Source: iHeartMedia 2018 10-K

Modeling Future Price

As fascinating as financial statements are, we investors are obviously more interested in future price. With that in mind, I must spend some time shedding some virtual ink trying to come up with a reasonable forecast of future prices. As I’ve said elsewhere on this site repeatedly, the act of forecasting is itself challenging, so I need to keep it as simple as possible. The way I do this is by engaging in a ceteris paribus forecast, moving only the most relevant variable. I think the dividend is the key to value here, so I’ll “move” it in my forecasts while holding all else (i.e. yield) constant.
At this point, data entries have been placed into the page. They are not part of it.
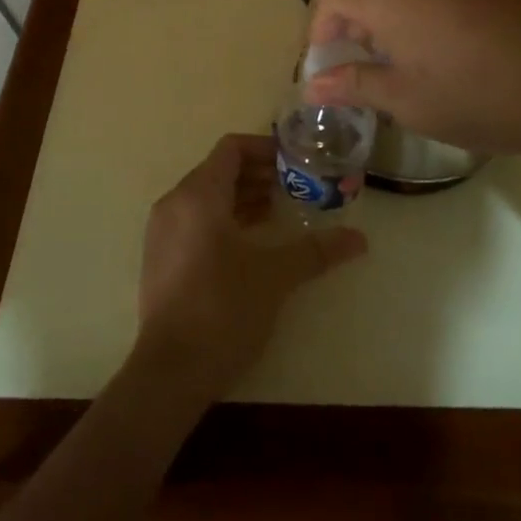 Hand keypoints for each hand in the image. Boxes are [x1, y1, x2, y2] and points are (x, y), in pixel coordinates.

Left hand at [134, 134, 366, 400]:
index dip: (265, 148)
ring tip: (278, 212)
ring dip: (242, 197)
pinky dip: (223, 218)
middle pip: (219, 170)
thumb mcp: (274, 276)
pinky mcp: (160, 257)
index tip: (295, 161)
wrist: (170, 372)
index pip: (231, 148)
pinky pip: (194, 219)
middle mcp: (175, 203)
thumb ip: (315, 251)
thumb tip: (359, 238)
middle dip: (258, 174)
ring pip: (206, 196)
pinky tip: (251, 242)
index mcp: (198, 195)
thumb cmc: (222, 309)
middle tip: (294, 187)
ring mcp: (162, 231) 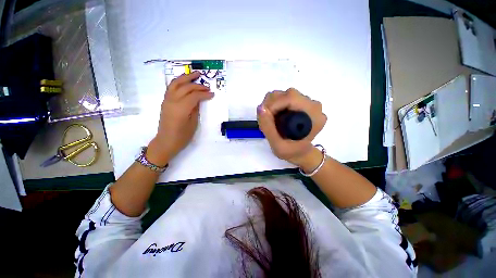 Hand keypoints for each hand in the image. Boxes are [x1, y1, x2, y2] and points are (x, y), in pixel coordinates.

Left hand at [147, 72, 212, 164]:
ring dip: (186, 77)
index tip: (212, 94)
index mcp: (181, 109)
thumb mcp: (193, 124)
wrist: (166, 142)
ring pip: (176, 83)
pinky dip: (179, 82)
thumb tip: (199, 100)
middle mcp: (172, 101)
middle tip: (207, 85)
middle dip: (197, 85)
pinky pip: (171, 88)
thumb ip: (196, 109)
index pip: (194, 96)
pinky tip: (185, 82)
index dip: (204, 94)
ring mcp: (167, 100)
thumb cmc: (182, 136)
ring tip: (195, 74)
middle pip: (186, 87)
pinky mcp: (165, 102)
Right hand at [257, 88, 326, 166]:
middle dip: (271, 106)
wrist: (301, 153)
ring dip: (272, 105)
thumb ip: (268, 128)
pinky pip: (285, 97)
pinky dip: (276, 105)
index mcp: (313, 117)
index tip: (266, 118)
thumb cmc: (291, 152)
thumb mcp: (278, 145)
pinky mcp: (303, 103)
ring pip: (285, 94)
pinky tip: (275, 117)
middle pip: (287, 94)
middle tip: (266, 121)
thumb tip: (260, 108)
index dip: (274, 105)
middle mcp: (314, 106)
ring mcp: (309, 103)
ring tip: (271, 120)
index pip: (291, 98) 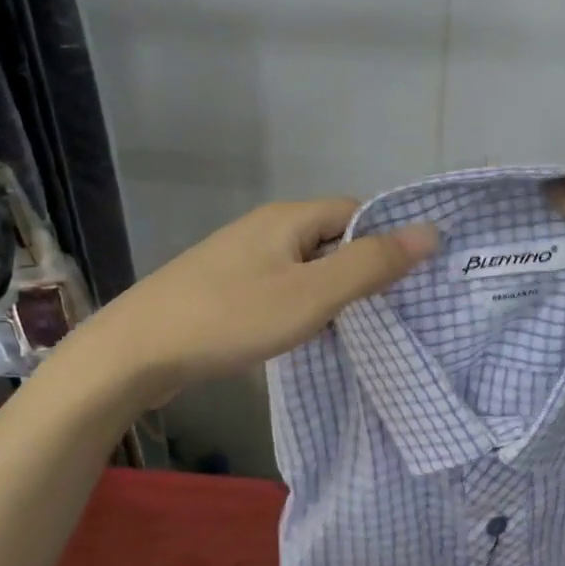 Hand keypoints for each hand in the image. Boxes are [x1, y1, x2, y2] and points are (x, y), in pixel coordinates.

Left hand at [69, 198, 437, 406]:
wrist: (134, 353)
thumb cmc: (230, 318)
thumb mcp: (312, 295)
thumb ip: (371, 264)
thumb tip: (430, 230)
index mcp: (289, 217)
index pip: (356, 212)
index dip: (387, 239)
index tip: (412, 279)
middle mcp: (265, 227)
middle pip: (331, 237)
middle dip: (362, 268)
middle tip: (392, 309)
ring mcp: (240, 257)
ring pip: (305, 265)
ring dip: (332, 290)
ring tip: (357, 327)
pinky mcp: (223, 287)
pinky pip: (279, 286)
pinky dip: (301, 305)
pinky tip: (306, 335) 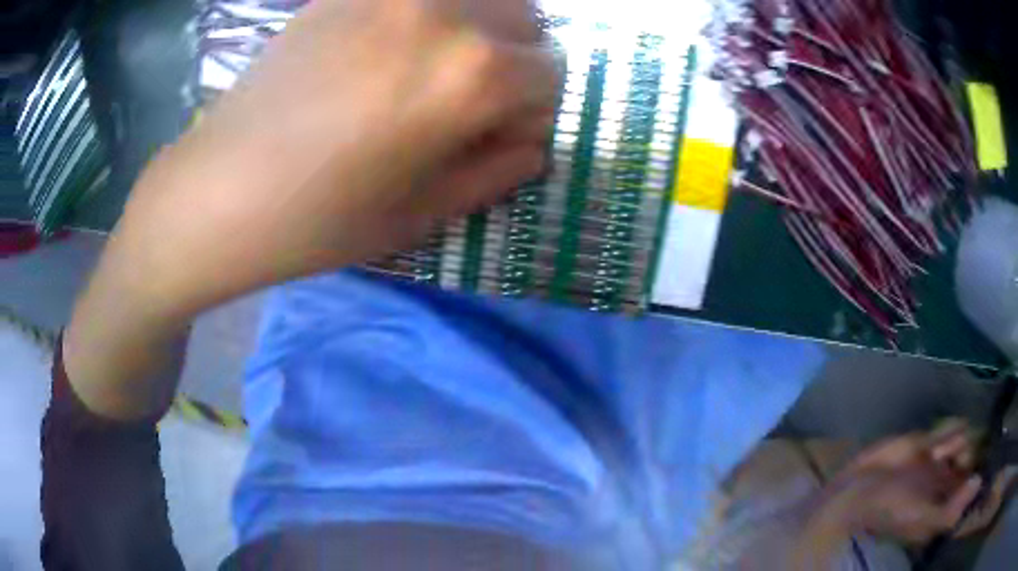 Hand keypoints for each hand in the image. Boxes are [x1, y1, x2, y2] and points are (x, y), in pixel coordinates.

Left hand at [114, 0, 557, 315]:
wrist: (218, 191)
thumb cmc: (318, 220)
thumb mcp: (421, 213)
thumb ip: (496, 172)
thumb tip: (532, 144)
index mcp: (473, 74)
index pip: (551, 75)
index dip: (532, 111)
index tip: (497, 135)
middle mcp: (445, 13)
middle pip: (526, 22)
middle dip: (514, 61)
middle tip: (468, 99)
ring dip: (479, 29)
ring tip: (432, 69)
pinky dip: (429, 17)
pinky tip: (390, 50)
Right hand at [825, 420, 1014, 544]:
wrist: (858, 491)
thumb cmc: (890, 512)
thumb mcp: (920, 521)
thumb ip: (950, 511)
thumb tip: (978, 482)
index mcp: (943, 507)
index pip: (970, 487)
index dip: (974, 477)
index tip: (971, 475)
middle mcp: (946, 484)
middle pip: (973, 458)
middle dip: (968, 453)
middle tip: (953, 459)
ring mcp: (940, 461)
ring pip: (966, 439)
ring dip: (957, 441)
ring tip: (936, 453)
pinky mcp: (930, 440)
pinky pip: (954, 428)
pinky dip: (950, 431)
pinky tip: (934, 444) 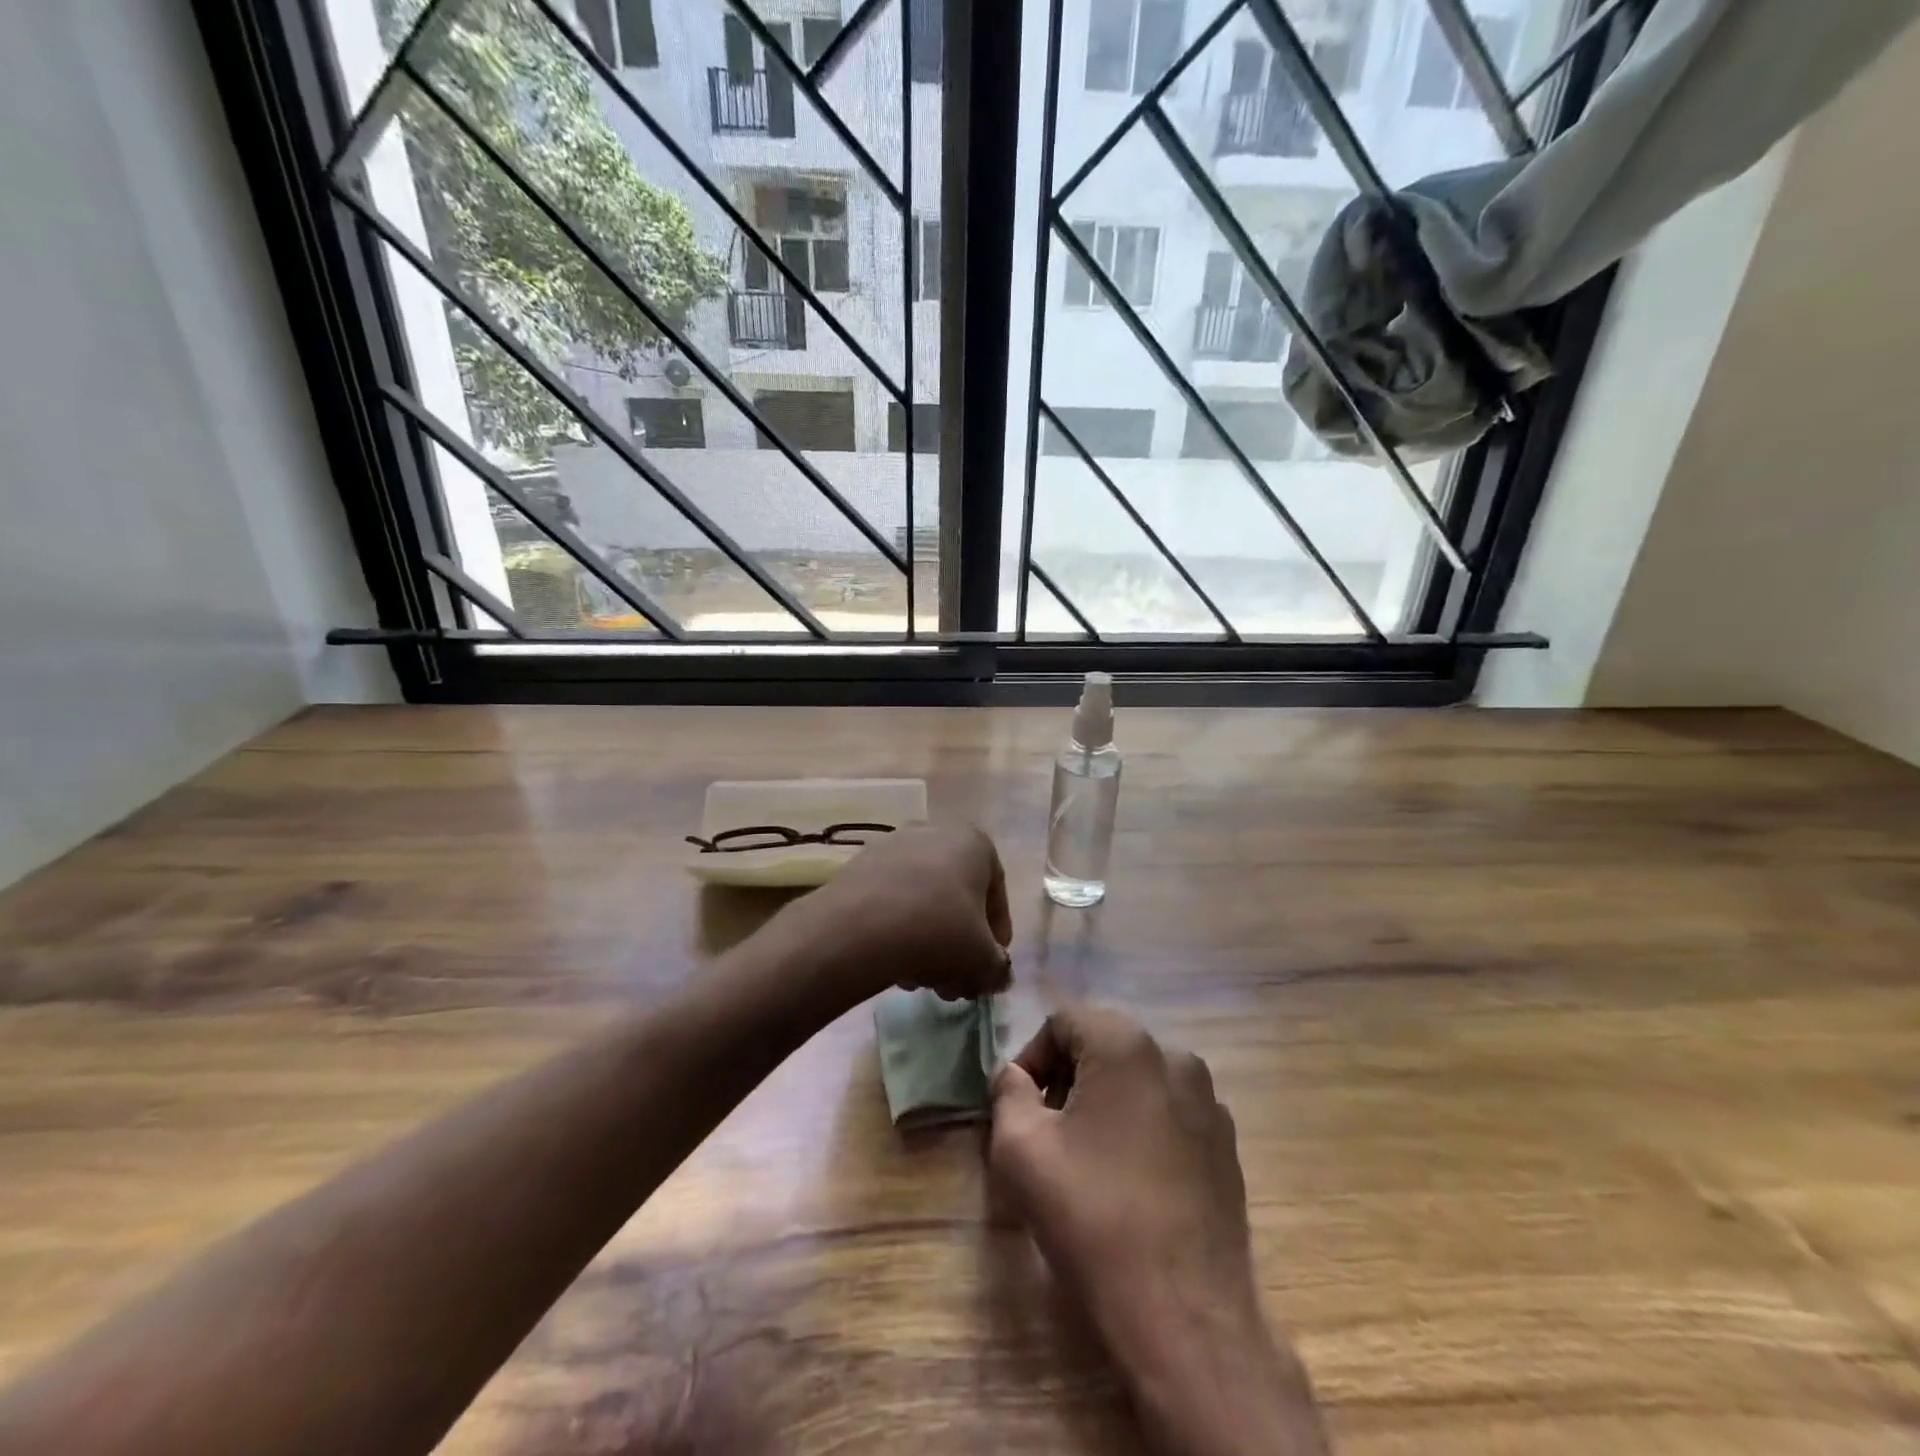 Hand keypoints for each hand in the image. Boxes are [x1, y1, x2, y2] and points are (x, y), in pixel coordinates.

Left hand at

The company has just started paying a common dividend relatively recently, so we don’t have much of a history to go on. Further, the low payout ratio is arguably a function of the singular nature of 2017. Also, as I stated above, cleaning up the capital structure should be a focus here. For these reasons, I’ll be quite conservative in my estimate of future dividend growth. Although dividends per share are up smartly over the past few years, I’m going to assume dividend growth of only about 4% over the next four years. When I perform this forecast, using this relatively conservative assumption, I estimate a CAGR for the shares of just shy of 9% over the next four years.

Source: Author estimates

Appeal To Authority

We must admit that not all investors are created equal. Some have that combination of training and emotional makeup that makes them good at this. Some investors are more successful buying a given company because they happen to know that company better than almost anyone else. They know the company better than anyone else because they happen to work for it. Whatever the reason, it only makes sense for us to pay attention to what more well informed investors are doing with their capital. At the moment, people who know much more about this business than I ever will are buying, and that gives me confidence in my bullish convictions.

Specifically, Mario Gabelli initiated a purchase last year, and now owns approximately 349,745 shares. Hotchkis and Wiley also initiated a purchase last year and now owns 150,615 shares.

In addition, founder Joseph Field has been on a buying frenzy for the past year (pushing his share count owned directly and indirectly from ~1.3 million shares last May to ~8.37 million shares as of the most recent filing). That is a great deal of conviction.

Conclusion

I think investors would do well with shares of Entercom Communications Corp. at these levels. The shares have been absolutely beaten up, perhaps based on fears that this is another iHeartMedia. As I hope I’ve demonstrated, it is not. The company consistently grows revenue, and, although debt is a concern, I think it’s manageable and there are signs that it’s heading in the right direction. Finally, some very talented investors are following the man who arguably knows this business best and are buying. In my view, investors would be wise to follow suit.

Disclosure: I/we have no positions in any stocks mentioned, but may initiate a long position in ETM over the next 72 hours.

I wrote this article myself, and it expresses my own opinions. I am not receiving compensation for it (other than from Seeking Alpha). I have no business relationship with any company whose stock is mentioned in this article.